▶ _What you need to do_
Below are some entries. Copy each line that holds the string "image".

[[ Records supplied open ]]

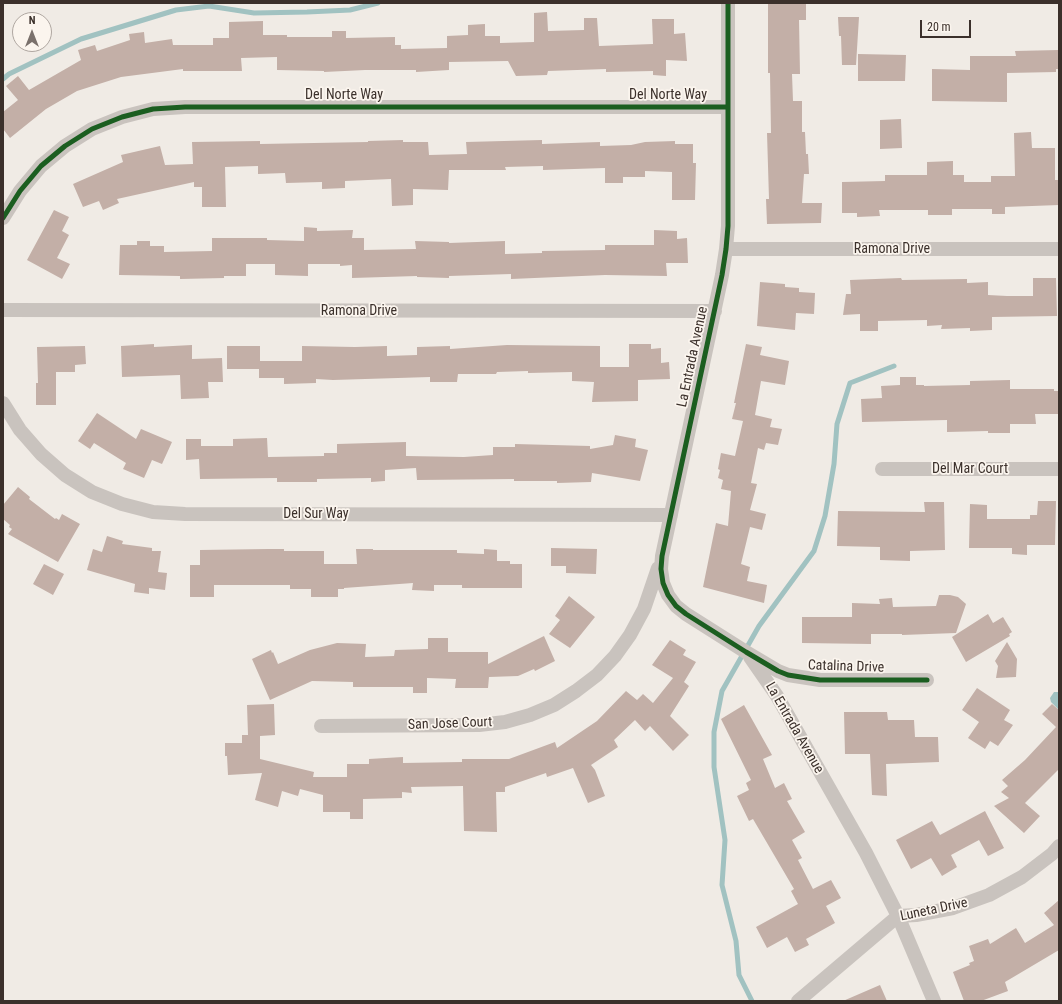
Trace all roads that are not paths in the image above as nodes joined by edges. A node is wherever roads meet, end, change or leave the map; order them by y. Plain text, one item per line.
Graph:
1 (728, 3) edge
2 (728, 107) junction
3 (3, 218) edge
4 (726, 248) junction
5 (1059, 249) edge
6 (3, 310) edge
7 (715, 311) junction
8 (3, 403) edge
9 (882, 469) dead end
10 (1059, 469) edge
11 (671, 515) junction
12 (662, 556) junction
13 (746, 652) junction
14 (927, 680) dead end
15 (321, 726) dead end
16 (1059, 846) edge
17 (898, 916) junction
18 (798, 1001) edge
19 (934, 1001) edge

1 - 2 street, La Entrada Avenue
2 - 3 street, Del Norte Way
2 - 4 street, La Entrada Avenue
4 - 5 street, Ramona Drive
4 - 7 street, La Entrada Avenue
6 - 7 street, Ramona Drive
7 - 11 street, La Entrada Avenue
8 - 11 street, Del Sur Way
9 - 10 street, Del Mar Court
11 - 12 street, La Entrada Avenue
12 - 13 street, La Entrada Avenue
12 - 15 street, San Jose Court
13 - 14 street, Catalina Drive
13 - 17 street, La Entrada Avenue
16 - 17 street, Luneta Drive
17 - 18 street, Luneta Drive
17 - 19 street, La Entrada Avenue

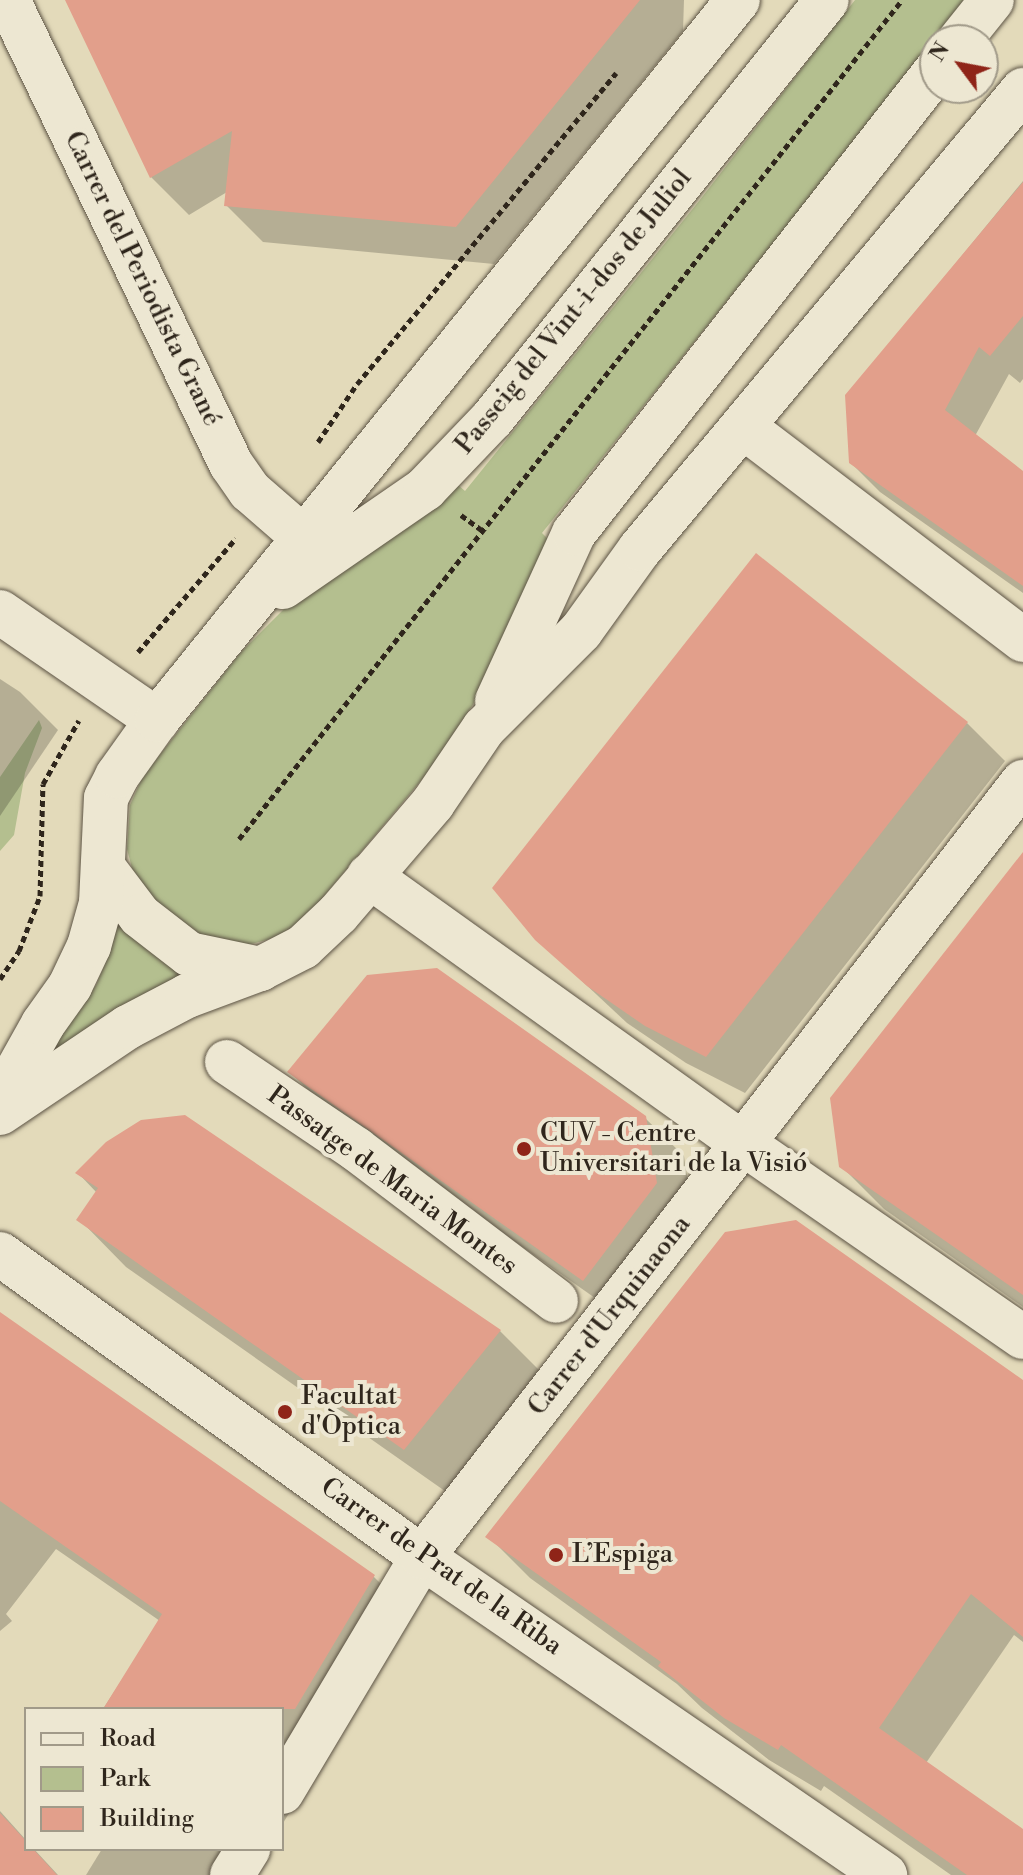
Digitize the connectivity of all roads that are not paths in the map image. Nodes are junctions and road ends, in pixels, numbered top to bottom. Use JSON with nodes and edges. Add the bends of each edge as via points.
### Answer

[[ Records supplied closed ]]

▶ _Completed task_
Trace all roads that are not paths in the image above as nodes joined by edges. A node is wherever roads meet, end, change or leave the map; order them by y. Plain text, one item per line.
Digitize the connectivity of all roads that are not paths in the map image. Nodes are junctions and road ends, in pixels, numbered top to bottom. Use JSON with nodes and edges. Add the bends of each edge as via points.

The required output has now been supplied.